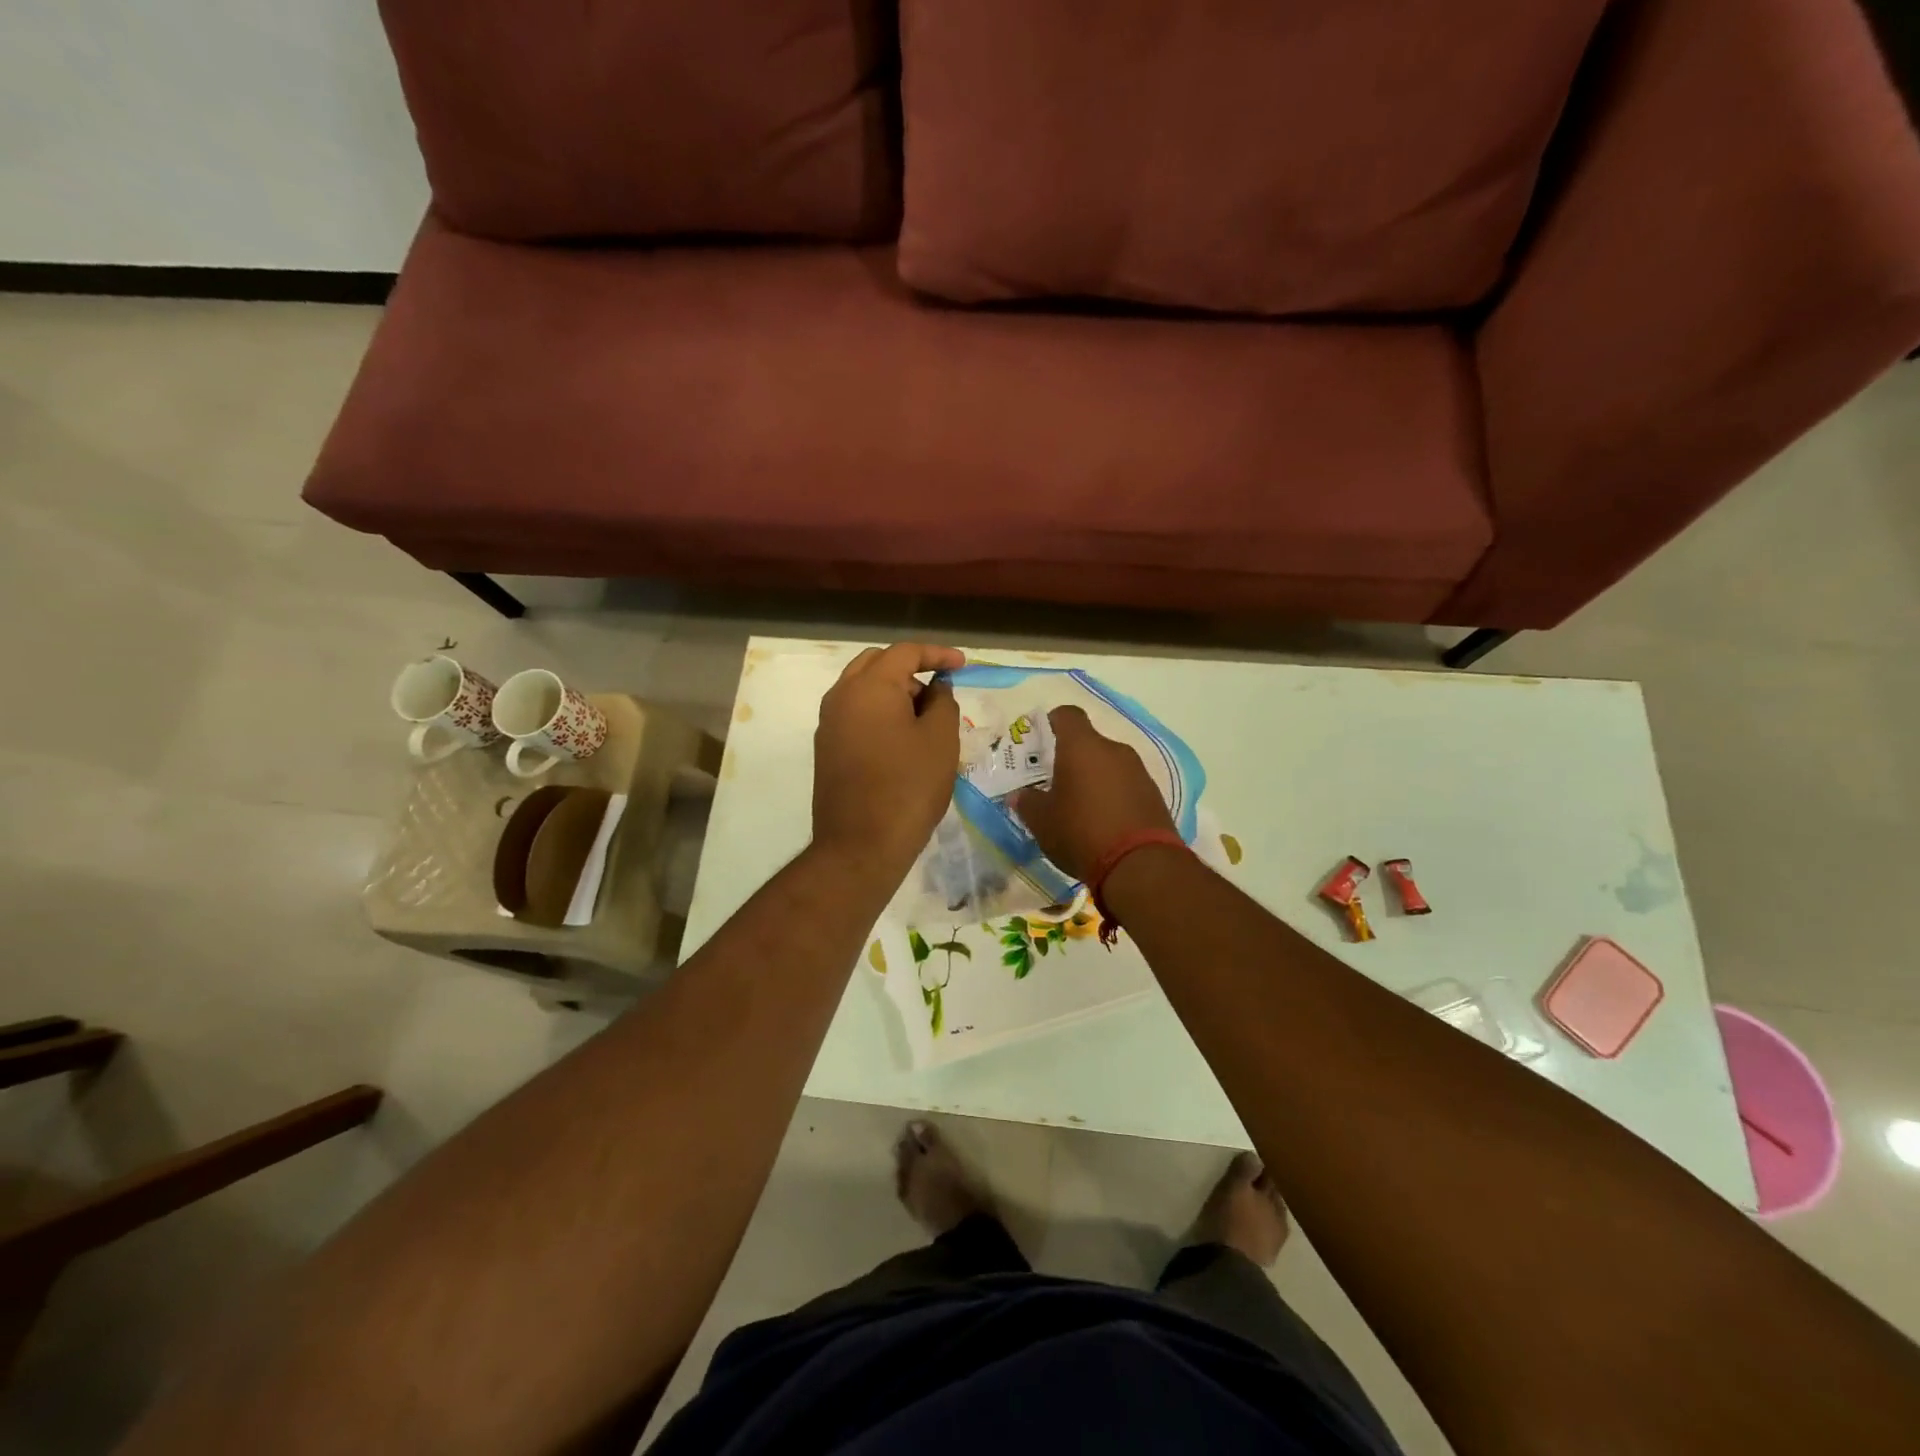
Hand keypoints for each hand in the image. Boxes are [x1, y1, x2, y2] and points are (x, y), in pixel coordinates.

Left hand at [811, 643, 965, 883]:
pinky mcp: (827, 749)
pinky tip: (902, 741)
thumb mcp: (941, 740)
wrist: (860, 845)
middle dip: (911, 670)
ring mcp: (828, 724)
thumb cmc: (908, 787)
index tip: (962, 665)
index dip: (937, 654)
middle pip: (877, 664)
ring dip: (894, 693)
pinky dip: (879, 714)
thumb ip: (943, 702)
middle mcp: (841, 697)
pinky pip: (855, 715)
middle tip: (939, 693)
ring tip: (925, 720)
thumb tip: (936, 688)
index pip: (905, 652)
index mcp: (869, 686)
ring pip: (863, 690)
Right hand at [1011, 706, 1174, 881]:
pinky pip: (1126, 785)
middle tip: (1055, 783)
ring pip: (1109, 764)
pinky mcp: (1154, 794)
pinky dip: (1114, 796)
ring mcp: (1139, 771)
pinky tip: (1104, 823)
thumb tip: (1020, 795)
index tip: (1040, 743)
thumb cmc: (1081, 832)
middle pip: (1089, 742)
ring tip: (1080, 808)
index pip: (1067, 715)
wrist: (1141, 865)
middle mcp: (1114, 750)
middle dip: (1071, 759)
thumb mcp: (1042, 821)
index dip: (1051, 723)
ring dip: (1094, 778)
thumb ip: (1027, 802)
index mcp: (1082, 746)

● What to work on
Look over the material above and show each line where "ring" appears.

● Answer box
ring mcp: (828, 724)
ring dip: (894, 693)
ring tip: (925, 720)
ring pip: (863, 690)
ring pip: (1109, 764)
ring mcp: (1139, 771)
ring tip: (1080, 808)
ring dip: (1094, 778)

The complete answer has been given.